Moltissimi sono i significati simbolici, mitologici, spirituali e guerrieri legati all’aquila. L'aquila reale, formidabile predatrice, possente e maestosa mentre nel volo descrive ampi cerchi a grandi altezze, è un grande uccello rapace diurno dal becco robusto e uncinato, dal collo guarnito di piume lanceolate e dalle ali molto ampie. Le sue lunghe zampe sono fornite d’artigli lunghi, affilati e adunchi, con i quali afferra e lacera le sue prede. E' universalmente considerata come un simbolo celeste e solare. Regina degli uccelli, ne completa il simbolismo generale che, sotto certi aspetti, è il medesimo degli angeli e degli stati spirituali superiori. In certe culture religiose fu paragonata allo stesso sole. Nella mitologia greca e latina l’aquila è l’uccello sacro a Zeus, dio del fulmine e delle nuvole, suo attributo specifico ed è spesso identificata con lo stesso padre degli dèi. Ritroviamo l’Aquila in Cielo raffigurata nella Costellazione e presentata con le sue stelle in note leggende.
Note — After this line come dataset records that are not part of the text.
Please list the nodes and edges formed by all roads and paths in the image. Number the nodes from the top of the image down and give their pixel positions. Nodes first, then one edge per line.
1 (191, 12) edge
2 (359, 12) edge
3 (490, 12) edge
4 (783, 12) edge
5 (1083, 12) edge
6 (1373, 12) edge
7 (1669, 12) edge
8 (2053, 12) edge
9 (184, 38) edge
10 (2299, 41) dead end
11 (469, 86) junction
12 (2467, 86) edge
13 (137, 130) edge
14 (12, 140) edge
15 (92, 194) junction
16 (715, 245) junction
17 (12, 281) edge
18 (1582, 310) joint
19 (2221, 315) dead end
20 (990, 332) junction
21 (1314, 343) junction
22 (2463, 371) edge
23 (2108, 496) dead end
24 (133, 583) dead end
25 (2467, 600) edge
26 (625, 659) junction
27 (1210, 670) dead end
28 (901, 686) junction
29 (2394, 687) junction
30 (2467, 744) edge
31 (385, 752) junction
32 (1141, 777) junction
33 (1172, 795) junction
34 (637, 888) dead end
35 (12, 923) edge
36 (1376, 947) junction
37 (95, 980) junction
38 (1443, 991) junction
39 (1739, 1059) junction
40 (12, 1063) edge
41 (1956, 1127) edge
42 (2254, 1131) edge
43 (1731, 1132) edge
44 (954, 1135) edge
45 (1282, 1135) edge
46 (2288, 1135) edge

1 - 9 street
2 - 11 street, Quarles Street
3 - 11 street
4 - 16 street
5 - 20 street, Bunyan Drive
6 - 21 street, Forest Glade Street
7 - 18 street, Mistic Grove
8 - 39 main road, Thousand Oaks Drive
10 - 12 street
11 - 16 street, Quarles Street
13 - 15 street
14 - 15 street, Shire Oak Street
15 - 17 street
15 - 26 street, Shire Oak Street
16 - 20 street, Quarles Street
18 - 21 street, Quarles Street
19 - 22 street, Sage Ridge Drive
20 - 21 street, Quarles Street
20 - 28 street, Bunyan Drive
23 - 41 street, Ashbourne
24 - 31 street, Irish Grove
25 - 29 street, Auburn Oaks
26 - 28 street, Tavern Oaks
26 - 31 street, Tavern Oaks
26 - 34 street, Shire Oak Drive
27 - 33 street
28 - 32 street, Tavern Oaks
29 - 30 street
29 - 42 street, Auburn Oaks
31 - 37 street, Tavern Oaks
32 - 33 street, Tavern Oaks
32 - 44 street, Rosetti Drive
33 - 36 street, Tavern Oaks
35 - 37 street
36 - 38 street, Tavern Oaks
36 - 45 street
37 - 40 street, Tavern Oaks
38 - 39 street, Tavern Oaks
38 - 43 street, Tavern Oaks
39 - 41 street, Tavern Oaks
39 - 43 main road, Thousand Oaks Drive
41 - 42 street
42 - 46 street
L’identificazione dell’aquila con le supreme divinità è riscontrabile anche nelle antiche tradizione degli indiani d’America. Del resto, proprio nel corso delle loro danze rituali era operata attraverso l’estasi religiosa la personificazione tra i danzatori e questo volatile, sia sotto il profilo spirituale sia in quello propriamente fisico. Il fischietto d’osso e il mitico casco di penne d’aquila, il leggendario “War bonnet”, indicativo del massimo riconoscimento a cui loro aspiravano, .erano usati nella propiziatoria e spesso sciamanica, “danza del sole”. comune a molte etnie pellerossa, azteche e perfino nipponiche. L’affinità tra sole e aquila fu riproposta altresì nella mitologia greca. Qui fu convinzione che quest’uccello, partito dall’estremità del mondo, si fosse fermato sulla verticale dell’ omphalos di Delfi (zona considerata solare per eccellenza) per seguire poi la traiettoria del sole (cfr. astronomia “geocentrica”) dal suo sorgere fino allo zenit, tragitto che avrebbe coinciso con l’estensione dell’asse del mondo.
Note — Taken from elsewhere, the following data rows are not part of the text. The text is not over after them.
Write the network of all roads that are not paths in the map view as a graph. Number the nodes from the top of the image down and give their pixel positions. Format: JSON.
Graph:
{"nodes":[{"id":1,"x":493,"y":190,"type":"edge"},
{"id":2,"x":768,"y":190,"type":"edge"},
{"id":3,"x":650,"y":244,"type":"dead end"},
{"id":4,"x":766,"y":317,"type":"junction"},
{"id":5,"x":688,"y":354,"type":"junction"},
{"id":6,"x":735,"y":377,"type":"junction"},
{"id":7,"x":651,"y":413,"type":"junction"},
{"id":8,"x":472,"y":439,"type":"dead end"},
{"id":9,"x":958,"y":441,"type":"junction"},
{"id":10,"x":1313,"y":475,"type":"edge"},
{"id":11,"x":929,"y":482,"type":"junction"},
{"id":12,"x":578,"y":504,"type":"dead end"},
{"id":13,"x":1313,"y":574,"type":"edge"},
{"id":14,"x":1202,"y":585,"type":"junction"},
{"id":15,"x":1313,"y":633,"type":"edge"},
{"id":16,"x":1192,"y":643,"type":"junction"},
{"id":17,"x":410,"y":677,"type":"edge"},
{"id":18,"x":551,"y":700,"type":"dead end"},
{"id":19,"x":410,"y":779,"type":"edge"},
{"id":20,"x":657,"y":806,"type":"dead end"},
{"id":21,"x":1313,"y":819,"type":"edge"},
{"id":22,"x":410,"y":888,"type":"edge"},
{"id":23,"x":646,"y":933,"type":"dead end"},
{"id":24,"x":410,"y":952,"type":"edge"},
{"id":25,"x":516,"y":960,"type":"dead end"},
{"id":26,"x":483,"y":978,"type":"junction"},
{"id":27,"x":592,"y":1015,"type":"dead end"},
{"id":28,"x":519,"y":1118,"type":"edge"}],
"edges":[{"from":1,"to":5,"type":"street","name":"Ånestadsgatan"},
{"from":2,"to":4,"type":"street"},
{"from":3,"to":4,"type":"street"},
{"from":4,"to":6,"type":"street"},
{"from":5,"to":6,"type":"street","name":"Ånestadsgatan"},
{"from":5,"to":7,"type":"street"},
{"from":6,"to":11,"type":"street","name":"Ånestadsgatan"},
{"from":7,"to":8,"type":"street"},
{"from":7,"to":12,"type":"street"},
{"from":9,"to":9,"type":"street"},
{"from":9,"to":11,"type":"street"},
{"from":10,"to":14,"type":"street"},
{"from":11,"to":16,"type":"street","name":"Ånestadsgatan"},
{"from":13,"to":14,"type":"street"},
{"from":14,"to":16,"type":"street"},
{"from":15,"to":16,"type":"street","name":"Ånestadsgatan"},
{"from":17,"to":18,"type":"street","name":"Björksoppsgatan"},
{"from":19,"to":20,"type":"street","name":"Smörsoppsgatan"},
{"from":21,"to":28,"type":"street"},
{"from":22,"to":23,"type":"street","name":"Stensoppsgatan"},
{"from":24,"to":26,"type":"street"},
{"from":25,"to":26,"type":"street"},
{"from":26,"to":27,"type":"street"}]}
Nella mitologia, il Prometeo incatenato ha il fegato continuamente divorato da un’aquila. L’aquila, animale sacro del Dio olimpico, associato alla folgore stessa che abbatte i titani, ci appare qui come una figurazione equivalente allo stesso fuoco che Prometeo voleva far suo. Si tratta cioè di una specie di castigo immanente. Prometeo non ha la natura dell’aquila, che può fissare impunemente e “olimpicamente” la luce suprema. La stessa forza che volle far sua, diviene il principio del suo tormento e del suo castigo. E qui si aprirebbe una via per comprendere la tragedia interiore di vari esponenti moderni della dottrina di un superuomismo titanico, ossessi e vittime della loro stessa idea, partendo da Nietzsche e da Dostojewskij, e con particolare riguardo, anche, agli eroi caratteristici dei romanzi di quest’ultimo.
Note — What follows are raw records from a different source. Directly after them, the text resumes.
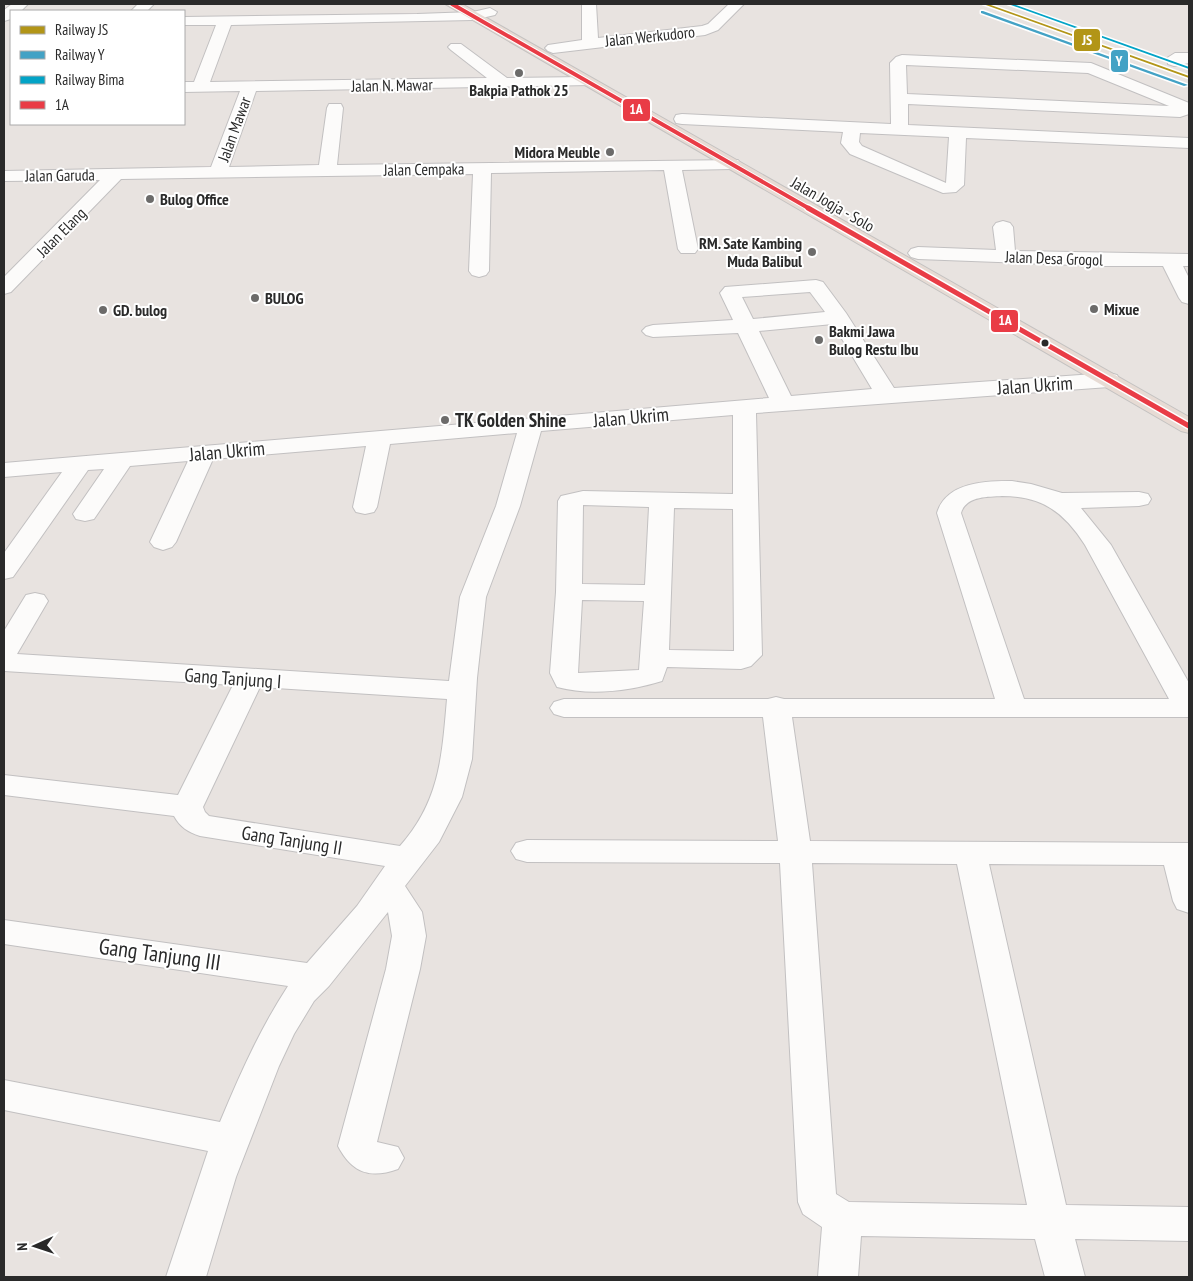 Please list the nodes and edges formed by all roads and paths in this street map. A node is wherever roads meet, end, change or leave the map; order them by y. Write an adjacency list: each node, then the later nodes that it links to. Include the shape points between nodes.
1 (274, 4): 8 (street)
2 (452, 4): 5 (highway, Jalan Jogja - Solo)
3 (588, 4): 9 (street)
4 (737, 4): 9 (street, Jalan Werkudoro, via 713,27 705,30)
5 (479, 11): 8 (street); 11 (highway, Jalan Jogja - Solo); 16 (highway, Jalan Jogja - Solo)
6 (185, 21): 7 (street)
7 (225, 21): 8 (street); 19 (street)
8 (262, 21)
9 (590, 42): 11 (street, Jalan Werkudoro)
10 (456, 47): 17 (street)
11 (553, 48): 27 (highway, Jalan Jogja - Solo)
12 (1182, 59): 15 (street)
13 (965, 63): 14 (street); 22 (street, via 899,61); 23 (street)
14 (1031, 65): 21 (street); 26 (street, via 1091,68)
15 (1189, 67)
16 (585, 82): 17 (street, Jalan N. Mawar); 32 (highway, Jalan Jogja - Solo)
17 (503, 83): 18 (street, Jalan N. Mawar)
18 (250, 86): 19 (street, Jalan N. Mawar); 36 (street, Jalan Mawar)
19 (192, 87)
20 (1060, 90): 25 (street)
21 (1037, 92): 23 (street); 25 (street)
22 (899, 99): 23 (street); 29 (street)
23 (966, 102)
24 (335, 108): 35 (street)
25 (1105, 108): 26 (street)
26 (1189, 111)
27 (682, 119): 28 (street); 41 (highway, Jalan Jogja - Solo)
28 (852, 127): 29 (street); 30 (street, via 850,143 856,150 943,188 955,185)
29 (900, 129): 30 (street)
30 (958, 132): 31 (street)
31 (1189, 143)
32 (732, 164): 33 (street, Jalan Cempaka); 50 (highway, Jalan Jogja - Solo)
33 (672, 165): 34 (street, Jalan Cempaka); 40 (street)
34 (482, 168): 35 (street, Jalan Cempaka); 44 (street)
35 (327, 170): 36 (street, Jalan Cempaka)
36 (219, 171): 37 (street, Jalan Cempaka)
37 (116, 174): 38 (street, Jalan Garuda); 45 (street, Jalan Elang)
38 (4, 176)
39 (1003, 226): 42 (street)
40 (688, 249)
41 (918, 253): 42 (street, Jalan Desa Grogol); 54 (highway, Jalan Jogja - Solo)
42 (1006, 257): 43 (street, Jalan Desa Grogol)
43 (1180, 260): 46 (street)
44 (479, 271)
45 (4, 286)
46 (1188, 293)
47 (840, 316): 48 (street); 48 (street, via 816,286 732,291 730,293); 51 (street)
48 (745, 326): 49 (street); 52 (street)
49 (653, 331)
50 (1109, 380): 51 (street, Jalan Ukrim); 56 (highway, Jalan Jogja - Solo)
51 (887, 395): 52 (street, Jalan Ukrim)
52 (783, 404): 53 (street, Jalan Ukrim)
53 (744, 407): 55 (street, Jalan Ukrim); 65 (street)
54 (1189, 407)
55 (531, 425): 57 (street, Jalan Ukrim); 77 (street, via 508,506 473,597)
56 (1189, 426)
57 (380, 438): 58 (street, Jalan Ukrim); 66 (street)
58 (204, 453): 59 (street, Jalan Ukrim); 68 (street)
59 (122, 460): 60 (street, Jalan Ukrim); 67 (street)
60 (81, 464): 61 (street, Jalan Ukrim); 69 (street)
61 (4, 470)
62 (1139, 498): 64 (street)
63 (662, 501): 65 (street); 70 (street, via 583,498 570,501); 71 (street)
64 (1057, 501): 79 (street, via 1025,490 986,490 968,493 950,505 949,513); 81 (street, via 1086,526)
65 (747, 502): 74 (street, via 748,655 741,660)
66 (364, 507)
67 (85, 514)
68 (163, 542)
69 (4, 571)
70 (569, 592): 71 (street); 74 (street, via 564,674 567,681 646,678 652,675)
71 (659, 593): 74 (street)
72 (35, 601): 73 (street)
73 (4, 653)
74 (656, 658)
75 (4, 662): 76 (street, Gang Tanjung I)
76 (250, 679): 77 (street, Gang Tanjung I); 83 (street)
77 (462, 691): 88 (street, via 457,759 447,797 428,834)
78 (776, 706): 79 (street); 80 (street); 85 (street)
79 (1012, 707): 81 (street)
80 (564, 708)
81 (1189, 708)
82 (4, 785): 83 (street)
83 (188, 807): 88 (street, Gang Tanjung II, via 190,818 200,825)
84 (527, 851): 85 (street)
85 (795, 851): 86 (street); 96 (street, via 815,1196 817,1202)
86 (971, 853): 87 (street); 97 (street)
87 (1183, 854): 90 (street)
88 (407, 858): 89 (street)
89 (388, 887): 92 (street); 95 (street, via 405,912 409,936 357,1146 369,1157)
90 (1189, 900)
91 (4, 932): 92 (street, Gang Tanjung III)
92 (317, 977): 94 (street, via 302,992 279,1028)
93 (5, 1098): 94 (street)
94 (232, 1140): 99 (street)
95 (385, 1158)
96 (842, 1219): 97 (street); 100 (street)
97 (1050, 1220): 98 (street); 101 (street)
98 (1189, 1224)
99 (186, 1277)
100 (838, 1277)
101 (1065, 1277)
Tornando al mondo del mito ariano, troviamo nell’antica tradizione indù una variante di quello prometeico. Agni, sotto forma di aquila o di sparviero, strappa un ramo dell’albero cosmico, ripetendo il gesto, che nel mito semita Adamo compì per “rendersi simile agli dèi”. Agni, che a sua volta è una personificazione del fuoco, viene colpito. Dalle sue piume cadute al suolo sorge però il seme di una pianta che produrrà il “soma terrestre”. Ma il soma è un equivalente della ambrosia, è la sostanza simbolica che indìa, che propizia una partecipazione allo stato “olimpico”. La struttura del mito ario, benché in forma più involuta, ripete quella che già abbiamo analizzata nel mito egizio (offuscamento di Osiride, resurrezione per mezzo di Oro). Si può parlare di un tentativo prometeico fallito in un primo tempo, poi “rettificato” e fatto seme di una giusta realizzazione dello stesso fine.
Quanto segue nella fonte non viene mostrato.